Employees at the auto-enrolment minimum threshold salary would not see much change, however, those employees actively saving for their retirement in this way will see a fall in their take-home pay. Employers will face higher payroll costs. It is also quite at odds with the Government's own pension policy for building reform to strengthen schemes, increase scale, and build more reliable posts. The Pension Schemes Bill, the value-for-money framework and the efforts of the Pension Commission all drive towards encouraging better outcomes and more confident saving. This cap is likely to pull the opposite way and see behavioural shifts in employees saving for their retirement and redesigning of salary sacrifice arrangements with employers.
The cap is planned to come into effect in 2029, so employers and employees have three years to consider what changes they need to make. A lot can happen in three years, but for now that's the plan.

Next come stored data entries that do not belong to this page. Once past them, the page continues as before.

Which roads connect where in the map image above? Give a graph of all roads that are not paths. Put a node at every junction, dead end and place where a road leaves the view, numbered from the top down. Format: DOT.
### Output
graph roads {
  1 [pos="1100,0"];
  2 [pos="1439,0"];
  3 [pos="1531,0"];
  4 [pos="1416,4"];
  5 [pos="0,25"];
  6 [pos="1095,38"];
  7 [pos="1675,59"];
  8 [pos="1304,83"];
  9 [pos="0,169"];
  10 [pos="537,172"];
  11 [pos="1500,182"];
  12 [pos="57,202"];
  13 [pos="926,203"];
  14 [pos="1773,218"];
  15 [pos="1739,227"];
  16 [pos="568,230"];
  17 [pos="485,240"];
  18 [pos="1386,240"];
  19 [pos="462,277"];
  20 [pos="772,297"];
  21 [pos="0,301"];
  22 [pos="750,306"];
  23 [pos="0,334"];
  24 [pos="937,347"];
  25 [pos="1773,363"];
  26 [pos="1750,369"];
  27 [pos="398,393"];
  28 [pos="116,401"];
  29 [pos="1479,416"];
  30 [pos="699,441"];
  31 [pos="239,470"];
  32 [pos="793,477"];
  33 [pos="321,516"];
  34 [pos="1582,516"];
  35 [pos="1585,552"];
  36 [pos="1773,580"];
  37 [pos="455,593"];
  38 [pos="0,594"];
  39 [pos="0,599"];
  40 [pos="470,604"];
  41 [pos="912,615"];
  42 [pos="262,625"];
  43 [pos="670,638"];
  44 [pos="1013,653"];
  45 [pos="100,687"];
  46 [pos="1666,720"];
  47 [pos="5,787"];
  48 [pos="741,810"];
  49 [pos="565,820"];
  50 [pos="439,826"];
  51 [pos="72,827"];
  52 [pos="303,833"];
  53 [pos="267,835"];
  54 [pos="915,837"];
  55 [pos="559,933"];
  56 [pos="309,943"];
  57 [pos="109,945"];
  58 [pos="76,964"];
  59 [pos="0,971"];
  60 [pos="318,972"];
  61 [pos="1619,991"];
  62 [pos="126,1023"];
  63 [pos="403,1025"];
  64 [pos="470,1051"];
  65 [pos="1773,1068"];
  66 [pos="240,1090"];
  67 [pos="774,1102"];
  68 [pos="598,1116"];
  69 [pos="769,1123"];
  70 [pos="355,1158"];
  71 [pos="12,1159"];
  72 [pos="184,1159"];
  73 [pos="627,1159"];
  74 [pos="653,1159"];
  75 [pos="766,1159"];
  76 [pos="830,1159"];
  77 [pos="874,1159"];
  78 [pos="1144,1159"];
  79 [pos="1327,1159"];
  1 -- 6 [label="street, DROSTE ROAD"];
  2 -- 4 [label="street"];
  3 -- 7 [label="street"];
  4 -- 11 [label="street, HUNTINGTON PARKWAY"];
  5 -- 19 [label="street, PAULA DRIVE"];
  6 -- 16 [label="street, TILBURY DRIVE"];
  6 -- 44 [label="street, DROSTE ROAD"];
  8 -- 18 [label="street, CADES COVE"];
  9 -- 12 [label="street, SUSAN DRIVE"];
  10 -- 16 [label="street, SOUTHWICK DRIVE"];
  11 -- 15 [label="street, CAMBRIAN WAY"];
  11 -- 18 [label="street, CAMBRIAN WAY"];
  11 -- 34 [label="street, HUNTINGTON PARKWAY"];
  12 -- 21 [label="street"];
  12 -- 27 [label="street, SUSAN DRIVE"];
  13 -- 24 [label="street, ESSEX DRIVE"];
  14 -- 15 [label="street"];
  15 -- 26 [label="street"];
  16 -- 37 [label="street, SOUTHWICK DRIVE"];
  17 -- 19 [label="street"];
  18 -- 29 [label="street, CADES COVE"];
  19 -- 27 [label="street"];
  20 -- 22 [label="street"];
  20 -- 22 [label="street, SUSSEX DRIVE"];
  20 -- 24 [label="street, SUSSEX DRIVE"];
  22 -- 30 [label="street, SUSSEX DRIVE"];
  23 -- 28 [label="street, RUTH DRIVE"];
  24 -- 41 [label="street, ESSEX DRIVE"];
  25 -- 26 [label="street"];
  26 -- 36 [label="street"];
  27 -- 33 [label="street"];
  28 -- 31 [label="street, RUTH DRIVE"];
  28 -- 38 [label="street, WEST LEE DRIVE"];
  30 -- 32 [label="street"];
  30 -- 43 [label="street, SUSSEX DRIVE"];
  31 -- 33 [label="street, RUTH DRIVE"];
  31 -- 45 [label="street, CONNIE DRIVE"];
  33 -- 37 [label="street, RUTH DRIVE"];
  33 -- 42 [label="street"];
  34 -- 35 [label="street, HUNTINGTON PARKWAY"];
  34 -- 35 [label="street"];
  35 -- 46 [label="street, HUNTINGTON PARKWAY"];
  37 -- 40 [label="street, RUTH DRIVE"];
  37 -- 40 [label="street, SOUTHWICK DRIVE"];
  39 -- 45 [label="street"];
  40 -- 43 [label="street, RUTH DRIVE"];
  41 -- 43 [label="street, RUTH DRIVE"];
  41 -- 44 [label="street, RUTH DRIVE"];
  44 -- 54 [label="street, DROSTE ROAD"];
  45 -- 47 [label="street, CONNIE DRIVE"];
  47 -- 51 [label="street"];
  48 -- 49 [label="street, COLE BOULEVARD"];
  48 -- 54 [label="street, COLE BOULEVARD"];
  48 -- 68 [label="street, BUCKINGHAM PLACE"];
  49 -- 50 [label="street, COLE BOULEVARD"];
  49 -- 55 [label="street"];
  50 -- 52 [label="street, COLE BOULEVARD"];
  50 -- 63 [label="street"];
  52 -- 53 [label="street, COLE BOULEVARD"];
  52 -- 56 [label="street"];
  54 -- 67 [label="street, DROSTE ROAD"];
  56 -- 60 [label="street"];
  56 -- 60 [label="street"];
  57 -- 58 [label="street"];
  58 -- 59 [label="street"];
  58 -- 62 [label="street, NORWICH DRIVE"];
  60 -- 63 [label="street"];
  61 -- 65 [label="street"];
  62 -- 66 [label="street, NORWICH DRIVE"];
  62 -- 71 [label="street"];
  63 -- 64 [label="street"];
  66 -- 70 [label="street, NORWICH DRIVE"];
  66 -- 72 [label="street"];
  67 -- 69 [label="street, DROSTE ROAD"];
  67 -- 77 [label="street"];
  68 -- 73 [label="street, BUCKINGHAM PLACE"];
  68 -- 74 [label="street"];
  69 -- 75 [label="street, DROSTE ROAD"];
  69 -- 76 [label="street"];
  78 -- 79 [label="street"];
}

Extended freeze on Income Tax and NI
There is also an extended freeze on income tax and national insurance thresholds for another three years until April 2031 – a year longer than expected. Estimates suggest that during this time roughly 750,000 people will become higher-rate taxpayers due to the freeze on thresholds. However, some support has been given to the retail and hospitality sector by way of lower business rates, which seeks to offset some of the pain caused by the increase in National Insurance in last year's budget.
A boost for skills funding
Skills funding for small and medium employers has also been given a boost with the announcement of free apprenticeship funding for workers under the age of 25. There will also be an £820 million investment in a scheme for young people who have been out of a job or education for 18 months to fund guaranteed paid work placements.
Updates to Employee Ownership Trusts
Disposals to Employee Ownership Trusts will have an immediate change to CGT relief, which will be reduced from 100 per cent to 50 per cent.
Confirmed increases to the National Minimum Wage
Changes to the National Minimum Wage were also confirmed on 25th November and will apply from April 2026. The hourly rate for over-21s will rise by 50p to £12.71, with workers aged 18-20 receiving an 85p rise to £10.85, and under-18s and apprentices getting £8 an hour – a 45p increase. The government estimates that 2.7 million employees and workers will benefit from the increases, which will take effect from April next year.